PR titles should start with an action

- Add <package>
- Bump Release version for October Update
- Change whatever you changed.
- Fix <thing you fixed> <reason you fixed it>
- Patch <package> to fix CVE-XXXX-YYYY, CVE-XXXX-YYYY…
- Upgrade <package> to version vvvv to fix CVE-XXXX-YYYY…
- Remove <package> <reason you removed it>

Please avoid titles such as

- package: <whatever you did to the package>
- CVE-XXXX-YYYY (leaving off what package was patched or upgraded)
- [1.0] (prefixing with branch or other information)

PR Checklist

When creating your PR, please ensure the following:

  • The toolchain has been rebuilt successfully (or no changes were made to it). This only applies if you changed any packages in the toolchain package manifests. Specifically, toolchain_x86_64.txt and toolchain_aarch64.txt. For guidance on building the toolchain, see our building instructions.
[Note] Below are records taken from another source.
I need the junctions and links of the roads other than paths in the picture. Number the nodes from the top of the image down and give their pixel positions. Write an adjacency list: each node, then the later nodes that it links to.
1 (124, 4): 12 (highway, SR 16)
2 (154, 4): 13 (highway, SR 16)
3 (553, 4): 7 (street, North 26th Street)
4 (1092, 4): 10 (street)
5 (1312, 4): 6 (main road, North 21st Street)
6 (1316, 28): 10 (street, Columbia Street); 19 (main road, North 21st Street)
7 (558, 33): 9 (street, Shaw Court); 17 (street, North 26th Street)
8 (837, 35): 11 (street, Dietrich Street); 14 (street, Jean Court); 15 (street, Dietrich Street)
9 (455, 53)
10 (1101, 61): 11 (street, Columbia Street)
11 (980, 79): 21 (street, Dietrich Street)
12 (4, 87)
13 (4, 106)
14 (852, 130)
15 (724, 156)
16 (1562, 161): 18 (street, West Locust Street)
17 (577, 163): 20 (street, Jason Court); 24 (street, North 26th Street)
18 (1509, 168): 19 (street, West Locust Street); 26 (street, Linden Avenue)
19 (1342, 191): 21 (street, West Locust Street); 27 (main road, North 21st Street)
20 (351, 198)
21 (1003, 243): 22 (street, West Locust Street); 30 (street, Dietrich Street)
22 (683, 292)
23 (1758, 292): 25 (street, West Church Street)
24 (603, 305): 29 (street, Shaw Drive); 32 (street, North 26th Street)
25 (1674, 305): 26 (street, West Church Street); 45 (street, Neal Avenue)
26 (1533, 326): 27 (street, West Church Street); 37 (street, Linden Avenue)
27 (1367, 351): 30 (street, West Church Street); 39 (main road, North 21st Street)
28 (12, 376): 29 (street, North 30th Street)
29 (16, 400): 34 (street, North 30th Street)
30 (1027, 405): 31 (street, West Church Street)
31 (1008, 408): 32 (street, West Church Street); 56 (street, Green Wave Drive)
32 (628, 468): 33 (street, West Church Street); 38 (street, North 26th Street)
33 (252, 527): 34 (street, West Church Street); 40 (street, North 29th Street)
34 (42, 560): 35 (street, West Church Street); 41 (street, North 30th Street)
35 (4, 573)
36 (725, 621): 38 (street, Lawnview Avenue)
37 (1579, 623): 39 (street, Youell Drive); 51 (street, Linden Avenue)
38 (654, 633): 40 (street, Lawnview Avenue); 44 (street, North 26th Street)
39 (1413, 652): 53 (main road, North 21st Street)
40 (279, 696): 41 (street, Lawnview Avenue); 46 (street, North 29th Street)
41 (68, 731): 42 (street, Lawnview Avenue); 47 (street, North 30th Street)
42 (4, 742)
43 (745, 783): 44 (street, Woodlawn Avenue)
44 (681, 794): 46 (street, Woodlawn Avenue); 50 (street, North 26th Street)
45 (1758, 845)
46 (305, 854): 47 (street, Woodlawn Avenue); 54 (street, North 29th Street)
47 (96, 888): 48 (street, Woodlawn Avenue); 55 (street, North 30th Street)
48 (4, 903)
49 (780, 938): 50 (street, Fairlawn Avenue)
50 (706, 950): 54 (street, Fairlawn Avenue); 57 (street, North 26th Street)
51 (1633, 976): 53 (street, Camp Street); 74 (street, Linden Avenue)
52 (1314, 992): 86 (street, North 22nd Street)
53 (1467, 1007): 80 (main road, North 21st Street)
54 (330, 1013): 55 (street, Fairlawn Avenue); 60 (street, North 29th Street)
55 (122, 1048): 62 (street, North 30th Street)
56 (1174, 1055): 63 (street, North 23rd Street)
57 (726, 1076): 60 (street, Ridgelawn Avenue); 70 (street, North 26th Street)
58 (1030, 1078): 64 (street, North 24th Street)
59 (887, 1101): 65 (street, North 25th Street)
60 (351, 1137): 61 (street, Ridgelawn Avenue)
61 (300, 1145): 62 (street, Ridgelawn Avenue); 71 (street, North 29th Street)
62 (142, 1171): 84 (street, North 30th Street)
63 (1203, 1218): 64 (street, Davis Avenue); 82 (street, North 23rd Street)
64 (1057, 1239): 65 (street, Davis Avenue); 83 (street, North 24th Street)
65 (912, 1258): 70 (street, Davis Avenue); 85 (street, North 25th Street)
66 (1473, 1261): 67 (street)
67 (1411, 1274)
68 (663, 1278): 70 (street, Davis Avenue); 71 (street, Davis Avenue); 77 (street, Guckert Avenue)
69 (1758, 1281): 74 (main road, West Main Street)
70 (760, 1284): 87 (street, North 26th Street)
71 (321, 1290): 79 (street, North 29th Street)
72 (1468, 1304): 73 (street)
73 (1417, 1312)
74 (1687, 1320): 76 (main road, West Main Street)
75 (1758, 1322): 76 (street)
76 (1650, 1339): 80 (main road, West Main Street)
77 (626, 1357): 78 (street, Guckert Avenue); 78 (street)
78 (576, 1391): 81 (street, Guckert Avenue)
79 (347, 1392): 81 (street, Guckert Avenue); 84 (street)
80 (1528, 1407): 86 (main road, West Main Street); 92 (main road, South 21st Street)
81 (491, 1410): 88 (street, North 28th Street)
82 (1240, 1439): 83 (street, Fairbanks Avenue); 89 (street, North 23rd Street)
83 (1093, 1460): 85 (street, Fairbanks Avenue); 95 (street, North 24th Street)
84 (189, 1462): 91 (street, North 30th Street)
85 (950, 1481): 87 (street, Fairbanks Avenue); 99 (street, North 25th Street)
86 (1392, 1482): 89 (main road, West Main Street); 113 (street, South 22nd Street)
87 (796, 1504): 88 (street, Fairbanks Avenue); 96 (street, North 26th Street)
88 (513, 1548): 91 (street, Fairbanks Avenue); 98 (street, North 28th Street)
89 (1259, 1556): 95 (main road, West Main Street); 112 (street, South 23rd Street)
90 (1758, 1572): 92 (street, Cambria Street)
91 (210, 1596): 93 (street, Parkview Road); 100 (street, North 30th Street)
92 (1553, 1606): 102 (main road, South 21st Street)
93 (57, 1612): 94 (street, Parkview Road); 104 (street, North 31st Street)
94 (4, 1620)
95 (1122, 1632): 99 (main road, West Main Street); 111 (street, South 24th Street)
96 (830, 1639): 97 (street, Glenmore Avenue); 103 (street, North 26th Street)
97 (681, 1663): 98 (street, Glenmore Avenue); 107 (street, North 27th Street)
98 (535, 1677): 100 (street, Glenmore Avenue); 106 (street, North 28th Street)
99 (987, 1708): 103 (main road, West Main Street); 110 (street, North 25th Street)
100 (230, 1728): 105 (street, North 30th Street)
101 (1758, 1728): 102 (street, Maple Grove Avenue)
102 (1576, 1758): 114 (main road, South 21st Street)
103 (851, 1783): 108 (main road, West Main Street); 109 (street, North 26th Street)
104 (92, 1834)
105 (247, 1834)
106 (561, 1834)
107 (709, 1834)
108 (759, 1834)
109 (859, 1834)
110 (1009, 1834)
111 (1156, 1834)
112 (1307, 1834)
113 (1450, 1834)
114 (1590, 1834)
  • The toolchain / worker package manifests are up-to-date (versions match latest package versions in SPEC files). The manifests are the following files:

    • toolchain_x86_64.txt
    • toolchain_aarch64.txt
    • pkggen_core_x86_64.txt
    • pkggen_core_aarch64.txt
  • Any updated packages successfully build (or no packages were changed). For guidance on building packages, see our building instructions. Please ensure the package is located in the appropriate folder.

  • Packages depending on static components modified in this PR (Golang, *-static subpackages, etc.) have had their Release tag incremented. Dependent packages are packages which contain a BuildRequires on the package you are updating and create static links from your package. This can be difficult to discern based on spec files alone and may require investigating make commands in dependent packages or consulting an Azure Linux dev.

  • Package tests (%check section) have been verified with RUN_CHECK=y for existing SPEC files, or added to new SPEC files. When running the check section, results will not fail a build. Check the logs for the results of this section.

  • All package sources are available. The sources are either in the source server or local SPECS folder (SPECS/<package>/SOURCES or SPECS/<package>). While it is possible to build packages with all sources inside the repo, our policy is generally to have the source compressed and placed on the source server. Uploading to the source server can only be accomplished by an Azure Linux developer. Please request help in your PR for uploading your sources to the source server. To check the source server see [https://azurelinuxsrcstorage.blob.core.windows.net/sources/core/< source tar >].

  • cgmanifest files are up-to-date and alphabetically sorted. The cgmanifest files are used to record all package sources. They include the following files:

    • ./cgmanifest.json
    • ./toolkit/tools/cgmanifest.json
    • ./toolkit/scripts/toolchain/cgmanifest.json,
    • .github/workflows/cgmanifest.json

    To validate, run the following in an Azure Linux container or Ubuntu >= 22.04

    .github/workflows/validate-cg-manifest.sh SPECS/<package name>/<package-name>.spec
    
  • LICENSE-MAP files are up-to-date. These files indicate which licenses are being used by Azure Linux's packages and where the package may be derived from. The license files include the following files:

    • ./LICENSES-AND-NOTICES/SPECS/data/licenses.json
    • ./LICENSES-AND-NOTICES/SPECS/LICENSES-MAP.md

    This can be checked by running

    python3 ./toolkit/scripts/license_map.py \
    ./LICENSES-AND-NOTICES/SPECS/data/licenses.json \
    ./LICENSES-AND-NOTICES/SPECS/LICENSES-MAP.md \
    ./SPECS \
    ./SPECS-EXTENDED \
    ./SPECS-SIGNED
    
  • All source files have up-to-date hashes in the *.signatures.json files. This hash is generated by sha256sum. You can also use the make tools to automatically update these hashes.

    cd toolkit
    sudo make input-srpms REBUILD_TOOLS=y SRPM_FILE_SIGNATURE_HANDLING=update
    
  • If you modified the go tools, ensure that the formatting meets golang's standards and that the tests still pass.

    cd toolkit
    # fix formatting
    sudo make go-tidy-all
    # check tests
    sudo make go-test-coverage
    
  • Documentation has been updated to match any changes to the build system. See toolkit/docs.

Bugs

If the bug is security related, please use the security guidelines above. Otherwise, please use the issues page on Azure Linux to file bugs.